- [Assigned task]:
Your answer is one number, how many lines in the entries include "roads".

- [Given information]:

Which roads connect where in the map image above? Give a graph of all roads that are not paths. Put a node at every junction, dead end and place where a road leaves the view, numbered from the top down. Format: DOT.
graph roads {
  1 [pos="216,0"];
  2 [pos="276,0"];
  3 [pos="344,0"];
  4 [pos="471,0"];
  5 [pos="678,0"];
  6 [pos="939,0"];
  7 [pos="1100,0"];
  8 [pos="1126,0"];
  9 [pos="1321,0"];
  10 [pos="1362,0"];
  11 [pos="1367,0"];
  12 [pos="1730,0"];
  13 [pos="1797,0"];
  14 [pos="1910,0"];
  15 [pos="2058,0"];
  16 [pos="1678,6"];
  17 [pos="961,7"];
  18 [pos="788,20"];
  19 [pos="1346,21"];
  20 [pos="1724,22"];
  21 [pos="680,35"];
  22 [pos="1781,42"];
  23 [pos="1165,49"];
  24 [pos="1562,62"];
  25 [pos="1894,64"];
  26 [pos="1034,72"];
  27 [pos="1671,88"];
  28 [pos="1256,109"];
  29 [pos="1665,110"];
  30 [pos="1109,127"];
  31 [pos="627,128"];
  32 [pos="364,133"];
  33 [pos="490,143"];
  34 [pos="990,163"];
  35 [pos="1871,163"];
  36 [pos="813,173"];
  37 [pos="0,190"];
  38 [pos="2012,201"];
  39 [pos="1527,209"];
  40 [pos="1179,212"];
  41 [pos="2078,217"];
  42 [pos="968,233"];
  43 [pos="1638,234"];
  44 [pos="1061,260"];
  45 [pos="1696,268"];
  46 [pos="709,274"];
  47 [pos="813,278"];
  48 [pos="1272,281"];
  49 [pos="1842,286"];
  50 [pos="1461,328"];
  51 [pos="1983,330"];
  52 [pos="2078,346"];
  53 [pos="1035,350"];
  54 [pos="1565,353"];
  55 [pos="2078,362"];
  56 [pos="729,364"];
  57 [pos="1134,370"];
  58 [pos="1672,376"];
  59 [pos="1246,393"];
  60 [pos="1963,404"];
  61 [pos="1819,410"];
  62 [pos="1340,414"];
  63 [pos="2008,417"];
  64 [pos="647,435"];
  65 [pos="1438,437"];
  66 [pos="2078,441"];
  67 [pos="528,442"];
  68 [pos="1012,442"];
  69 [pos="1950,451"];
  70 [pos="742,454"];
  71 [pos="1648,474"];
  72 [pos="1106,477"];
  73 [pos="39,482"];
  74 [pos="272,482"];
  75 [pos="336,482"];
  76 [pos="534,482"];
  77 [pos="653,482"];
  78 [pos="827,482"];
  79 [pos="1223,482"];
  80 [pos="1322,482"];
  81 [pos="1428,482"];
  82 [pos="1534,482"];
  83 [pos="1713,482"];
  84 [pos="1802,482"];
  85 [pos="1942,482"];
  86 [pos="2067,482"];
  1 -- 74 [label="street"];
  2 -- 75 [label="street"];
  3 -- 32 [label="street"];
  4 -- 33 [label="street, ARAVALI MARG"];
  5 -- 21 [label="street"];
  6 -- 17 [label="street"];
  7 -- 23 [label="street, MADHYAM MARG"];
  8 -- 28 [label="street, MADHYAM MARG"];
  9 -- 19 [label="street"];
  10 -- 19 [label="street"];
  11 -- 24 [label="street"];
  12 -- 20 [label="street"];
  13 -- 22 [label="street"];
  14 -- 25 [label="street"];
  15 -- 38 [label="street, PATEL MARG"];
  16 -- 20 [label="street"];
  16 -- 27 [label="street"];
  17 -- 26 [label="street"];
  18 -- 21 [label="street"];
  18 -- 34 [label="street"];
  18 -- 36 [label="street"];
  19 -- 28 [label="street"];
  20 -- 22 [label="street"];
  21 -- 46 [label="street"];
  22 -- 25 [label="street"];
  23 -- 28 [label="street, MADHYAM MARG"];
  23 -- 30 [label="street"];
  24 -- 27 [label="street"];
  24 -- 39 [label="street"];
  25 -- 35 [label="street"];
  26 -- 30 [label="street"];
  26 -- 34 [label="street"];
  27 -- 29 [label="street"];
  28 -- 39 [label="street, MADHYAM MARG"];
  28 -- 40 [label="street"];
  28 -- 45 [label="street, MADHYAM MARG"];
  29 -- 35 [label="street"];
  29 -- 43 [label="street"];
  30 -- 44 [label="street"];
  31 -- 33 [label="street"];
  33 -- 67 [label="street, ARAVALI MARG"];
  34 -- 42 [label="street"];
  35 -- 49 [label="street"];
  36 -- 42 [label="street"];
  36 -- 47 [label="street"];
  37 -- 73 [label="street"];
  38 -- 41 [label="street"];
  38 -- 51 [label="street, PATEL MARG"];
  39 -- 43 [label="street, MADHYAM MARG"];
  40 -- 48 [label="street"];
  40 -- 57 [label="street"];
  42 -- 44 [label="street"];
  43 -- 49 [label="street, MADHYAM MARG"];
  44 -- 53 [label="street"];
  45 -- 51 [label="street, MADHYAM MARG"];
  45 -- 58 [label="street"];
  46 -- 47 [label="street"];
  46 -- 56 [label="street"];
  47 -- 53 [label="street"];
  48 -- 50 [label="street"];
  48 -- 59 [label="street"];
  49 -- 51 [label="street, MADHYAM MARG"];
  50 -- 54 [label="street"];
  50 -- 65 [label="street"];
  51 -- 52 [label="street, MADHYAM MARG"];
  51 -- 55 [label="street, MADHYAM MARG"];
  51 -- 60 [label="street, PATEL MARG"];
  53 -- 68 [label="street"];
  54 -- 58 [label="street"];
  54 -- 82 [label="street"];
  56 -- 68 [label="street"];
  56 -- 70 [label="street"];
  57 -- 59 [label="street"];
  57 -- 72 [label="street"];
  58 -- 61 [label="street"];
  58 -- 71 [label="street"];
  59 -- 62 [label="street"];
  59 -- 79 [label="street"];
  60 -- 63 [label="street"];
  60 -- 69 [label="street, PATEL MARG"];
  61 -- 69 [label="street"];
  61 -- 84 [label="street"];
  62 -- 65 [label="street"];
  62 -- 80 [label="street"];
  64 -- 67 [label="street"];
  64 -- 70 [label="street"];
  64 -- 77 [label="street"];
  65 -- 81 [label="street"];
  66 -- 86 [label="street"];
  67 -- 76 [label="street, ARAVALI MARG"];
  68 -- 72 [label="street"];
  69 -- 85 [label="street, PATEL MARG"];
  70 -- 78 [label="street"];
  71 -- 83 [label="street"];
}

- [Solution to the exercise]:
2